Ensuite il fallait présenter, toujours sous des déguisements, les nouveaux membres à nos amis de la ville et les mettre en relations avec ceux qui n’avaient pas encore été arrêtés.

La difficulté, alors, était de disparaître de son logement et de reparaître ailleurs sous un nom supposé, avec un faux passeport en règle. Serdioukov avait abandonné son appartement, mais n’ayant pas de passeport, il se cachait dans des maisons amies. J’aurais dû faire de même, mais une circonstance étrange m’en empêcha.

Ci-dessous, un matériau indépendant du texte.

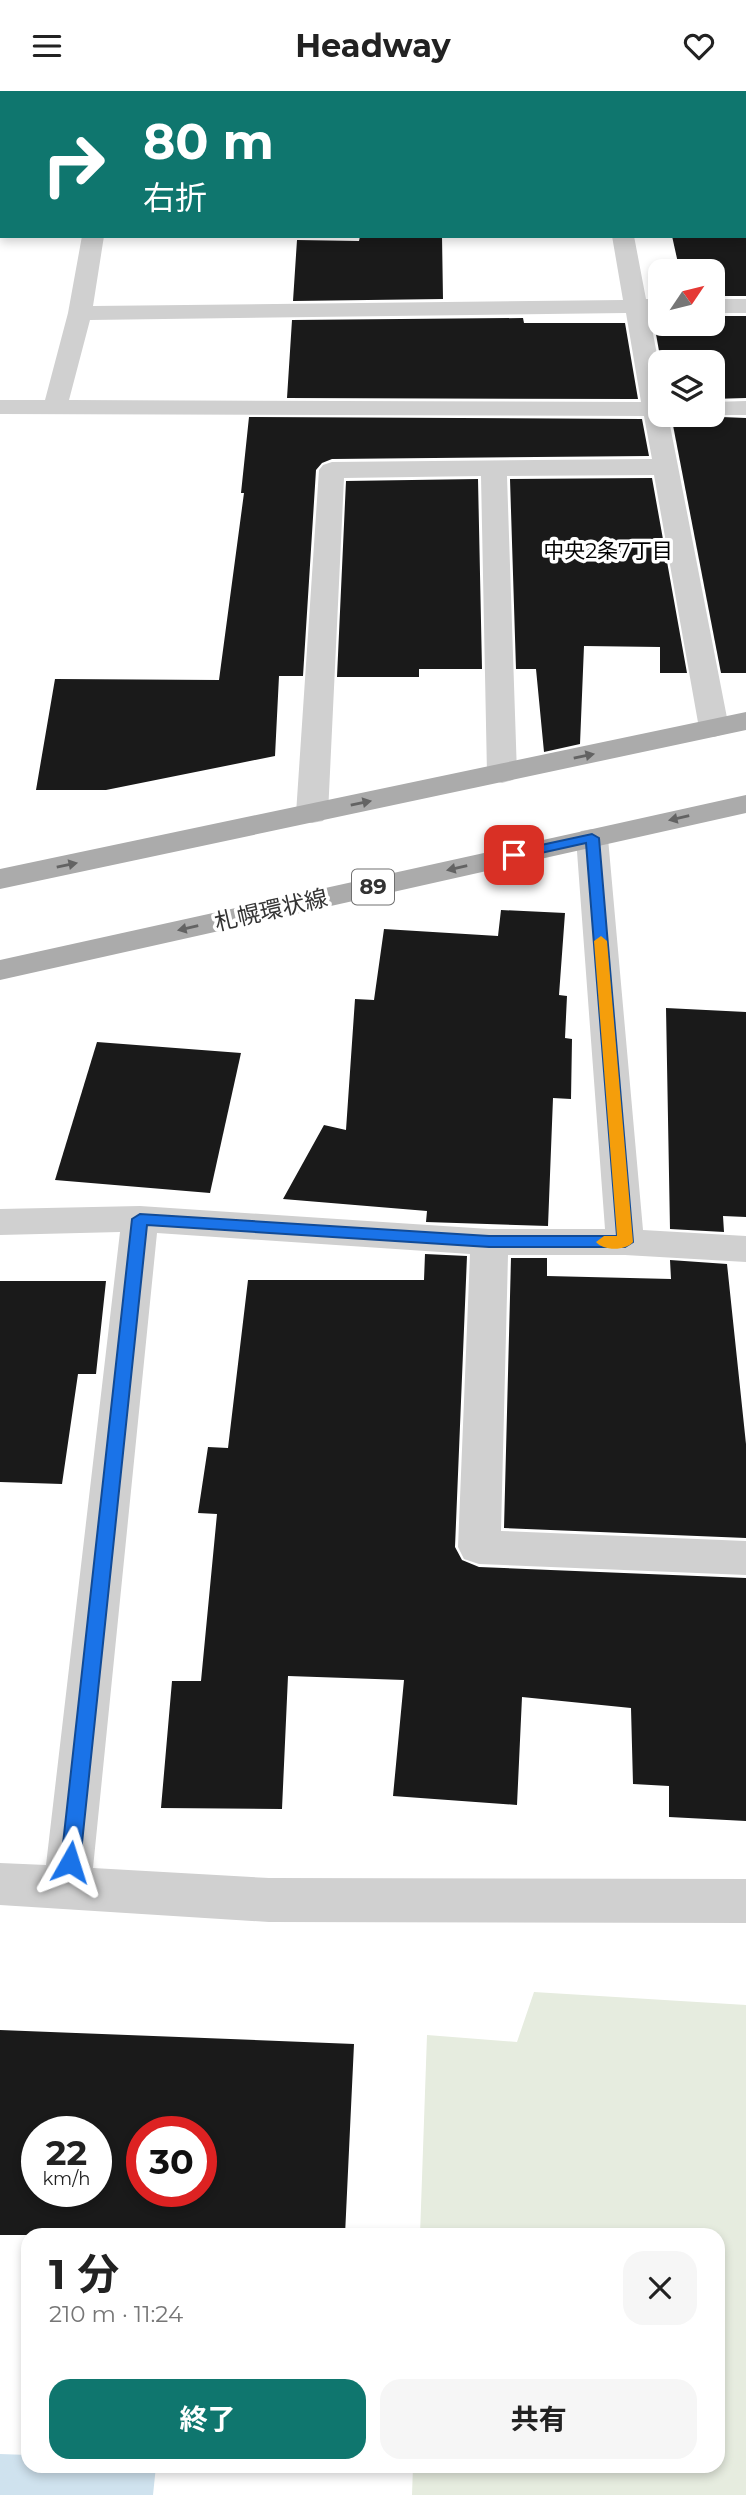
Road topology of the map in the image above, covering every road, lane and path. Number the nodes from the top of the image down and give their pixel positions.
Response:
1 (93, 238) edge
2 (624, 238) edge
3 (648, 306) edge
4 (725, 306) edge
5 (746, 306) edge
6 (80, 313) junction
7 (0, 407) edge
8 (55, 407) junction
9 (746, 408) edge
10 (648, 409) edge
11 (725, 409) edge
12 (659, 427) edge
13 (664, 467) junction
14 (494, 469) junction
15 (746, 721) edge
16 (714, 728) junction
17 (502, 774) junction
18 (746, 804) edge
19 (312, 814) junction
20 (592, 838) junction
21 (0, 879) edge
22 (0, 970) edge
23 (140, 1219) junction
24 (0, 1222) edge
25 (489, 1242) junction
26 (625, 1242) junction
27 (746, 1249) edge
28 (746, 1558) edge
29 (0, 1884) edge
30 (67, 1889) junction
31 (746, 1901) edge

1 - 6 street
2 - 3 street
3 - 6 street
4 - 5 street
6 - 8 street
7 - 8 street
8 - 10 street
9 - 11 street
12 - 13 street
13 - 14 street
13 - 16 street
14 - 17 street
14 - 19 street
15 - 16 main road
17 -> 16 main road
19 -> 17 main road
18 -> 20 main road, 札幌環状線 / 89
21 -> 19 main road
20 -> 22 main road, 札幌環状線 / 89
20 - 26 street
23 - 24 street
23 - 25 street
23 - 30 street
25 - 26 street
25 - 28 street
26 - 27 street
29 - 30 street
30 - 31 street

Je venais de terminer mon rapport sur les formations glaciaires en Finlande et en Russie et ce rapport devait être lu à une séance de la Société de Géographie. Les invitations étaient déjà lancées, mais il arriva qu’au jour fixé les deux sociétés de géologie de Pétersbourg avaient une réunion générale et elles demandèrent à la Société de Géographie d’ajourner la lecture de mon rapport à la semaine suivante. On savait que je devais présenter certaines idées sur l’extension des formations glaciaires jusque dans la Russie centrale et nos géologues, à l’exception de mon maître et ami, Friedrich Schmidt, considéraient cette opinion comme excessive et désiraient la soumettre à une discussion approfondie. Je dus donc rester encore une semaine.